↓↓↓

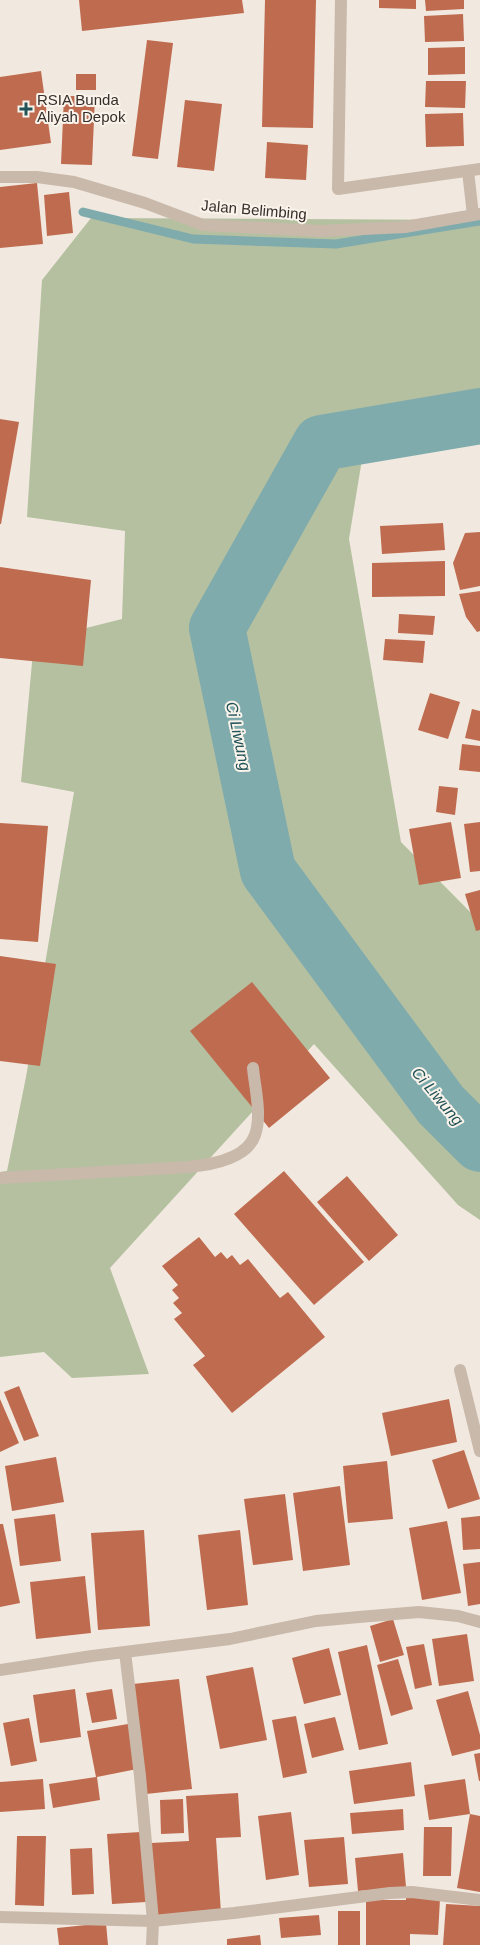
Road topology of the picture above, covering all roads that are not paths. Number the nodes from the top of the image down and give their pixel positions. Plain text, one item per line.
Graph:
1 (341, 0) edge
2 (474, 170) edge
3 (0, 177) edge
4 (476, 215) edge
5 (253, 1068) dead end
6 (0, 1178) edge
7 (460, 1370) dead end
8 (480, 1450) edge
9 (480, 1622) edge
10 (124, 1652) junction
11 (0, 1670) edge
12 (480, 1900) edge
13 (0, 1917) edge
14 (153, 1921) junction
15 (152, 1945) edge

1 - 2 street
2 - 4 street
3 - 4 street, Jalan Belimbing
5 - 6 street
7 - 8 street
9 - 10 street
10 - 11 street
10 - 14 street
12 - 14 street
13 - 14 street
14 - 15 street

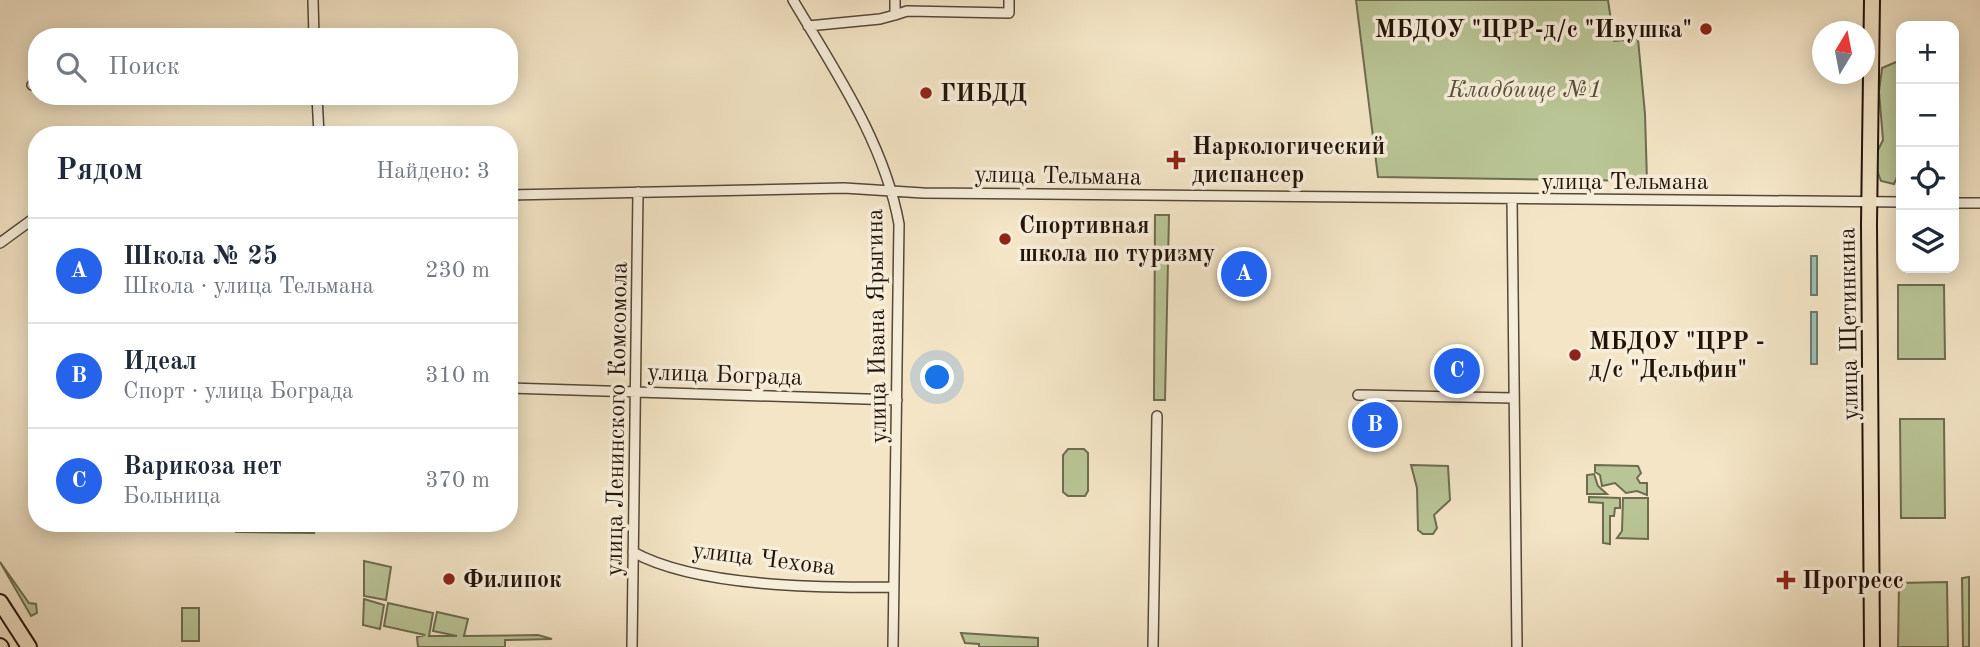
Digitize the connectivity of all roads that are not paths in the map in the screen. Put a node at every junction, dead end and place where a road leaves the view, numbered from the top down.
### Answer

↑↑↑

*What to work on*.
Only the lines containing the string "paths" are needed; pull them out of the records.

*Task result*.
Road topology of the picture above, covering all roads that are not paths. Number the nodes from the top of the image down and give their pixel positions. Plain text, one item per line.
Digitize the connectivity of all roads that are not paths in the map in the screen. Put a node at every junction, dead end and place where a road leaves the view, numbered from the top down.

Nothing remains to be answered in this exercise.